> WORK REQUIRED: Filter the entries for the string "Ángel". Copy each line that has it.
===== DATA RECORDS
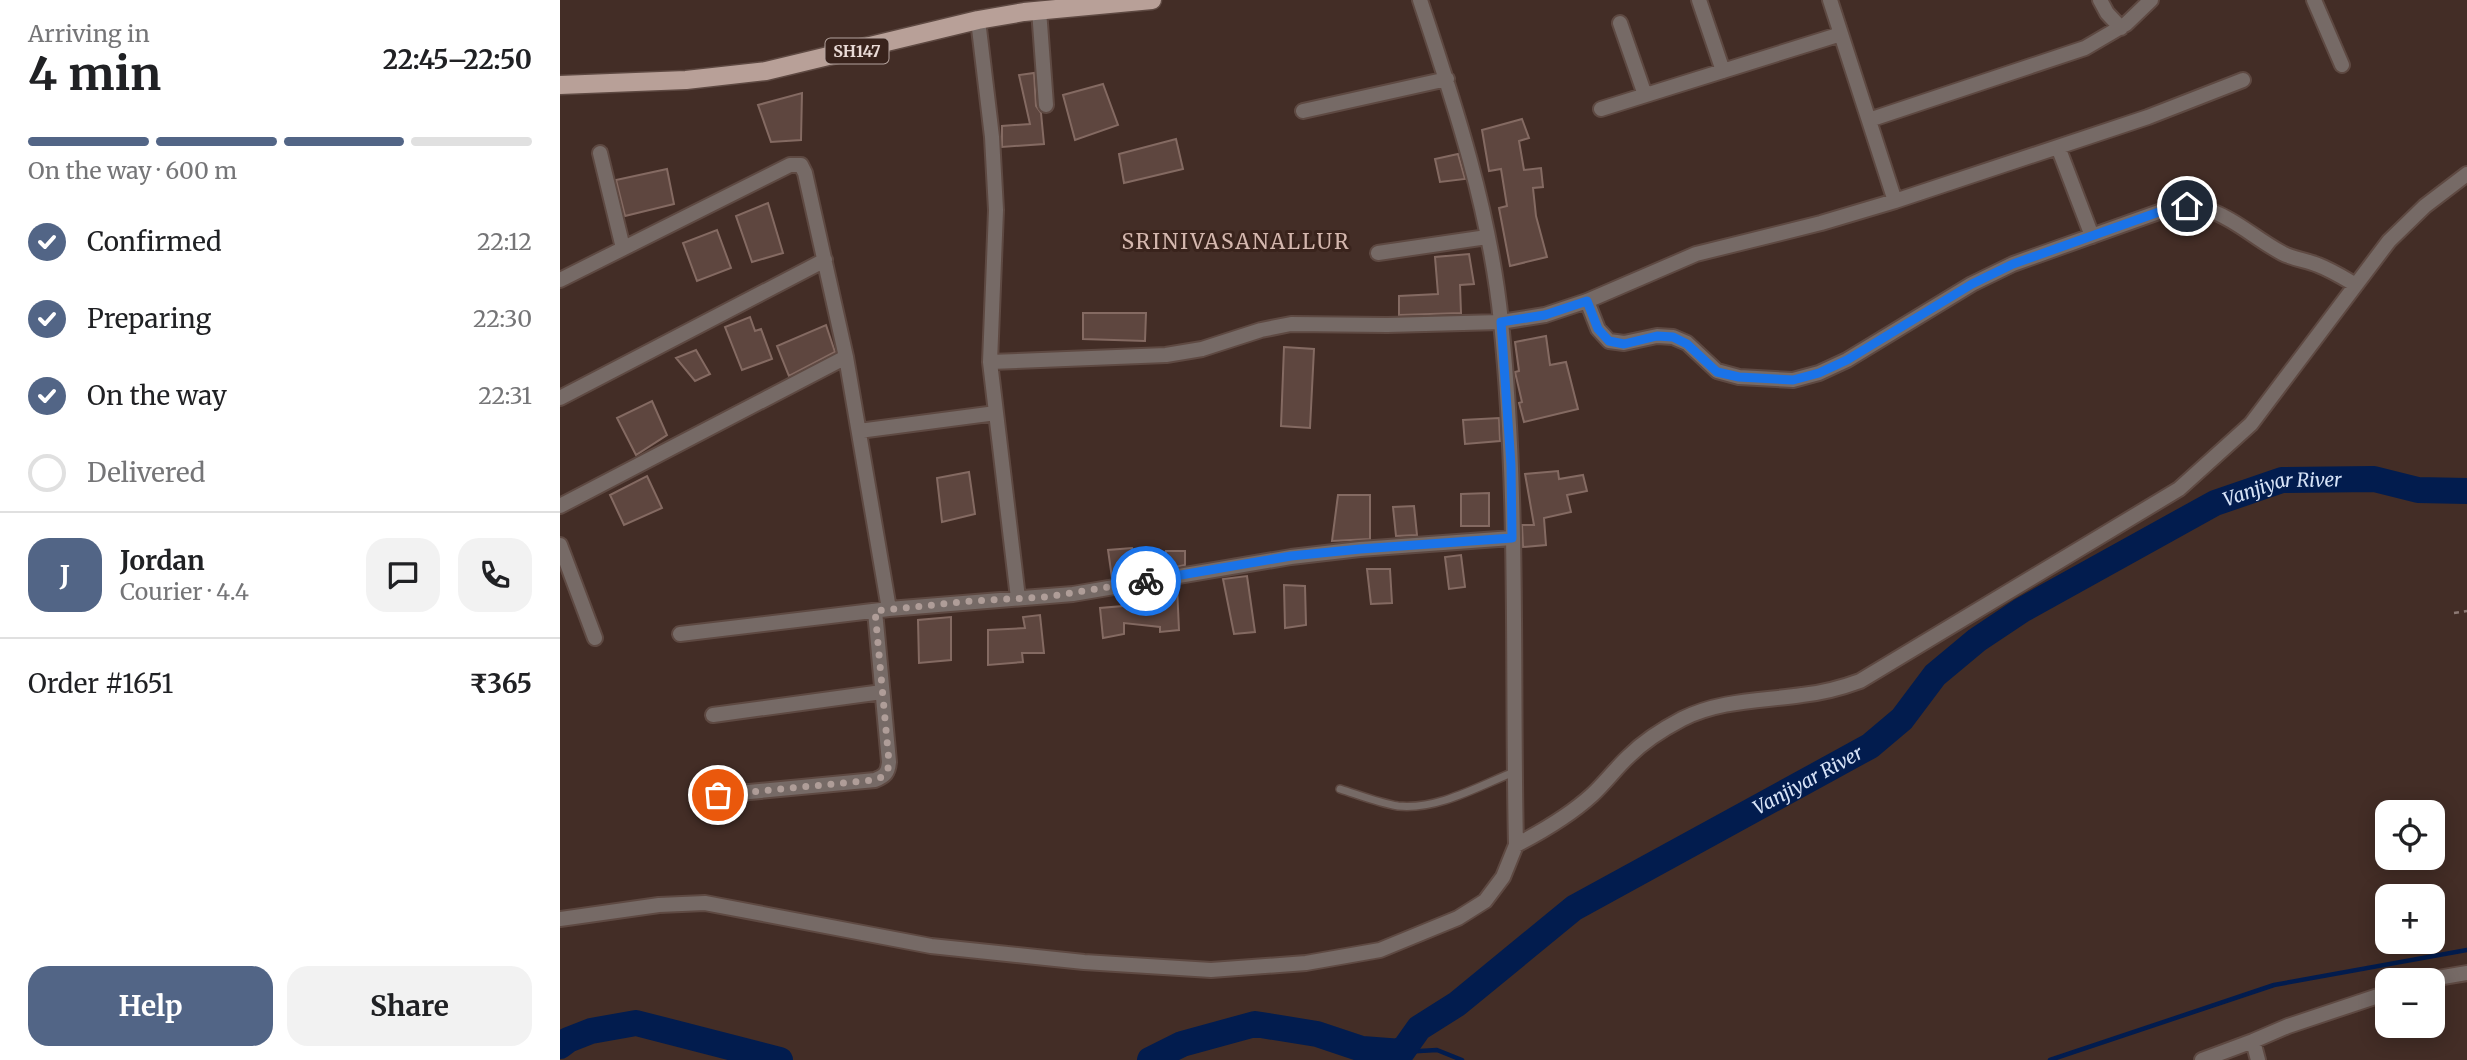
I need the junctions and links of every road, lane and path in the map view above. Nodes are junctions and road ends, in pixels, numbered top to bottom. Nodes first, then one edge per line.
1 (1152, 0) edge
2 (1420, 0) edge
3 (1699, 0) edge
4 (1829, 0) edge
5 (2100, 0) edge
6 (2151, 0) edge
7 (2314, 0) edge
8 (1082, 3) edge
9 (1039, 10) junction
10 (978, 20) junction
11 (1620, 23) dead end
12 (2121, 27) junction
13 (1841, 34) junction
14 (2342, 65) dead end
15 (1723, 71) junction
16 (1447, 79) junction
17 (2243, 80) dead end
18 (560, 85) edge
19 (1645, 95) junction
20 (1046, 105) dead end
21 (1601, 109) dead end
22 (1303, 111) dead end
23 (1869, 120) junction
24 (2058, 147) junction
25 (600, 153) dead end
26 (2467, 174) edge
27 (1895, 201) junction
28 (2092, 236) junction
29 (1488, 237) junction
30 (623, 248) junction
31 (1378, 253) dead end
32 (825, 260) junction
33 (560, 280) edge
34 (2356, 285) junction
35 (1587, 301) junction
36 (1501, 322) junction
37 (846, 357) junction
38 (990, 362) junction
39 (560, 398) edge
40 (996, 413) junction
41 (859, 431) junction
42 (560, 506) edge
43 (1512, 538) junction
44 (560, 545) edge
45 (1018, 598) junction
46 (882, 610) junction
47 (2467, 611) edge
48 (2454, 613) dead end
49 (680, 634) dead end
50 (595, 638) dead end
51 (882, 692) junction
52 (713, 715) dead end
53 (1514, 772) junction
54 (1340, 789) dead end
55 (718, 795) dead end
56 (1516, 845) junction
57 (560, 919) edge
58 (2467, 973) edge
59 (2445, 977) edge
60 (2375, 997) edge
61 (2253, 1041) junction
62 (2202, 1060) edge
63 (2258, 1060) edge

1 - 8 main road, SH147
2 - 16 street
3 - 15 street
4 - 13 street
5 - 12 street
6 - 12 street
7 - 14 street
8 - 9 main road, SH147
9 - 10 main road, SH147
9 - 20 street
10 - 18 main road, SH147
10 - 38 street
11 - 19 street
12 - 23 street
13 - 15 street
13 - 23 street
15 - 19 street
16 - 22 street
16 - 29 street
17 - 24 street
19 - 21 street
23 - 27 street
24 - 27 street
24 - 28 street
25 - 30 street
26 - 34 street
27 - 35 street
28 - 34 street
28 - 35 street
29 - 31 street
29 - 36 street
30 - 32 street
30 - 33 street
32 - 37 street
32 - 39 street
34 - 56 street
35 - 36 street
36 - 38 street
36 - 43 street
37 - 41 street
37 - 42 street
38 - 40 street
40 - 41 street
40 - 45 street
41 - 46 street
43 - 45 street
43 - 53 street
44 - 50 street
45 - 46 street
46 - 49 street
46 - 51 street
47 - 48 path
51 - 52 street
51 - 55 street
53 - 54 lane
53 - 56 street
56 - 57 street
58 - 59 street
60 - 61 street
61 - 62 street
61 - 63 street

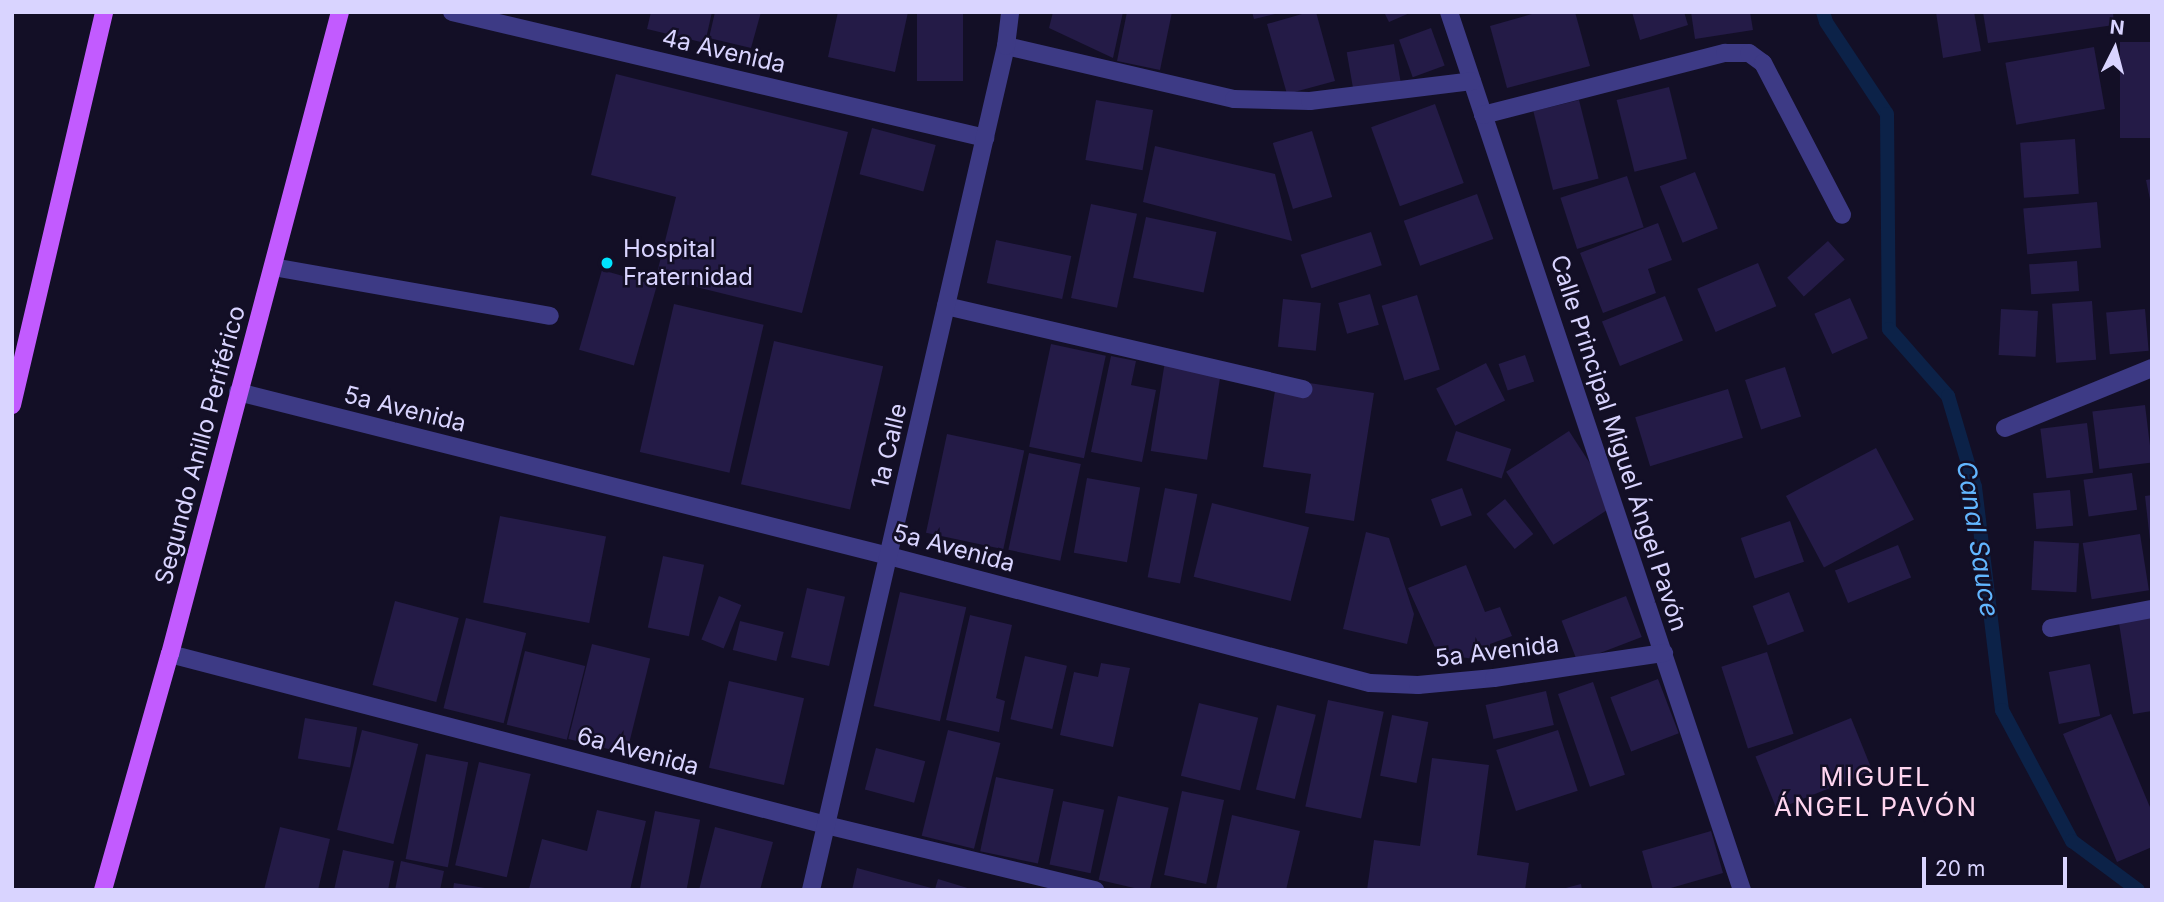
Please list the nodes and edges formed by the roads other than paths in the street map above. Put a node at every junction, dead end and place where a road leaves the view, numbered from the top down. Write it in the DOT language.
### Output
graph roads {
  1 [pos="104,12"];
  2 [pos="340,12"];
  3 [pos="452,12"];
  4 [pos="1010,12"];
  5 [pos="1449,12"];
  6 [pos="1006,46"];
  7 [pos="1472,81"];
  8 [pos="1483,115"];
  9 [pos="985,138"];
  10 [pos="1842,215"];
  11 [pos="273,267"];
  12 [pos="946,306"];
  13 [pos="550,316"];
  14 [pos="2152,368"];
  15 [pos="1303,389"];
  16 [pos="239,392"];
  17 [pos="12,405"];
  18 [pos="2005,428"];
  19 [pos="889,556"];
  20 [pos="2152,609"];
  21 [pos="2051,628"];
  22 [pos="1664,653"];
  23 [pos="170,654"];
  24 [pos="826,825"];
  25 [pos="103,890"];
  26 [pos="811,890"];
  27 [pos="1095,890"];
  28 [pos="1742,890"];
  1 -- 17 [label="main road"];
  2 -- 11 [label="main road, Segundo Anillo Periférico"];
  3 -- 9 [label="street, 4a Avenida"];
  4 -- 6 [label="street, 1a Calle"];
  5 -- 7 [label="street, Calle Principal Miguel Ángel Pavón"];
  6 -- 7 [label="street"];
  6 -- 9 [label="street, 1a Calle"];
  7 -- 8 [label="street, Calle Principal Miguel Ángel Pavón"];
  8 -- 10 [label="street"];
  8 -- 22 [label="street, Calle Principal Miguel Ángel Pavón"];
  9 -- 12 [label="street, 1a Calle"];
  11 -- 13 [label="street"];
  11 -- 16 [label="main road, Segundo Anillo Periférico"];
  12 -- 15 [label="street"];
  12 -- 19 [label="street, 1a Calle"];
  14 -- 18 [label="street"];
  16 -- 19 [label="street, 5a Avenida"];
  16 -- 23 [label="main road, Segundo Anillo Periférico"];
  19 -- 22 [label="street, 5a Avenida"];
  19 -- 24 [label="street, 1a Calle"];
  20 -- 21 [label="street"];
  22 -- 28 [label="street, Calle Principal Miguel Ángel Pavón"];
  23 -- 24 [label="street, 6a Avenida"];
  23 -- 25 [label="main road, Segundo Anillo Periférico"];
  24 -- 26 [label="street, 1a Calle"];
  24 -- 27 [label="street, 6a Avenida"];
}
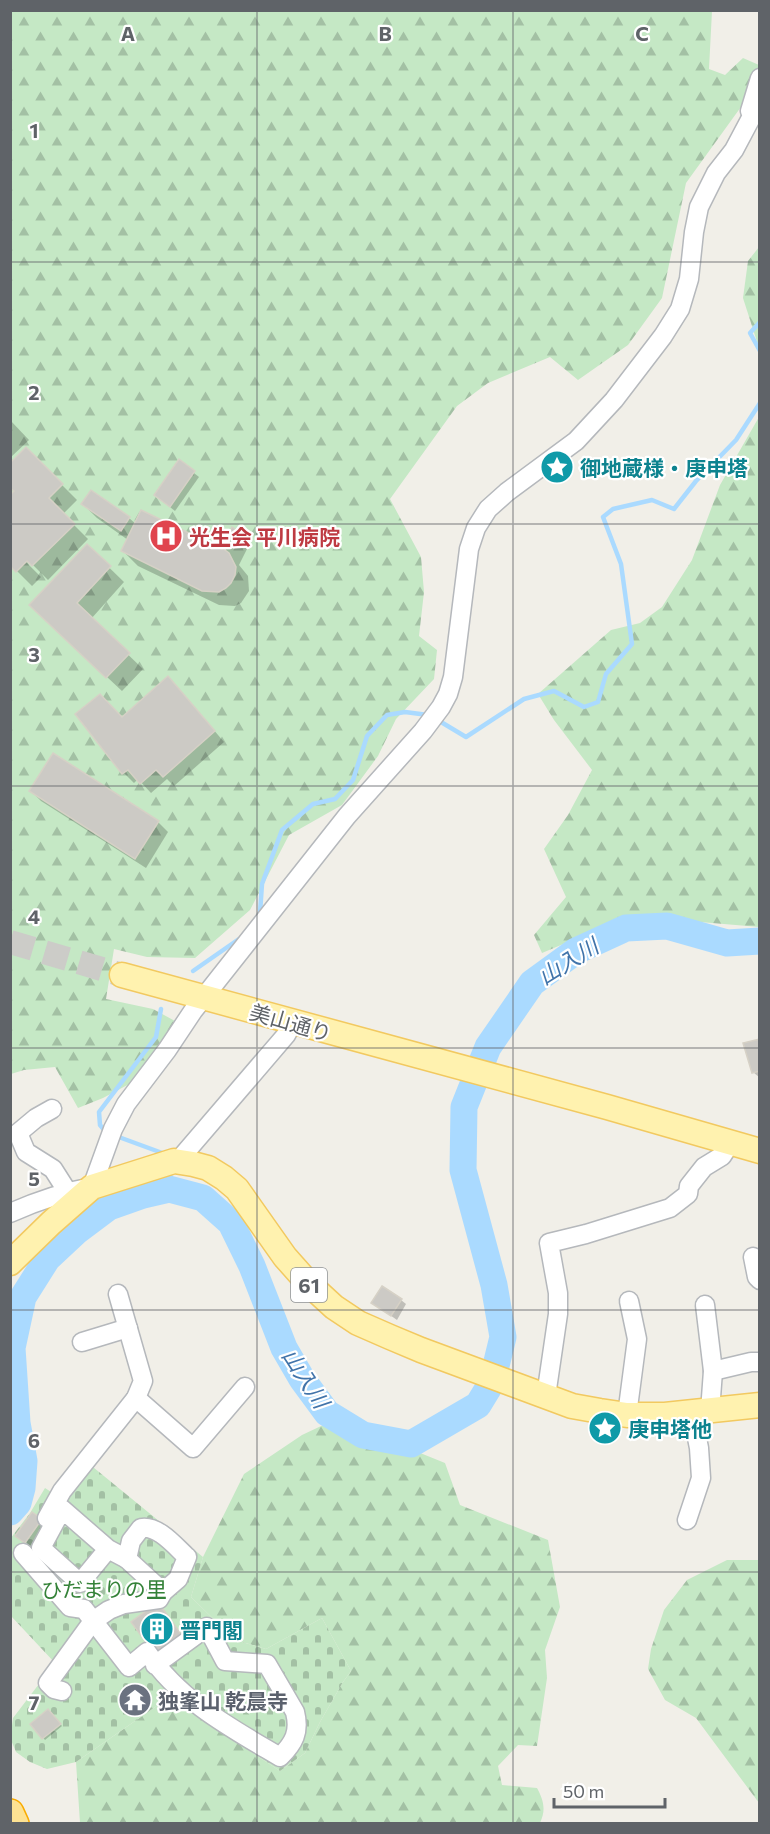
==========
> EXERCISE OUTPUT:
  5 -- 7 [label="street, Calle Principal Miguel Ángel Pavón"];
  7 -- 8 [label="street, Calle Principal Miguel Ángel Pavón"];
  8 -- 22 [label="street, Calle Principal Miguel Ángel Pavón"];
  22 -- 28 [label="street, Calle Principal Miguel Ángel Pavón"];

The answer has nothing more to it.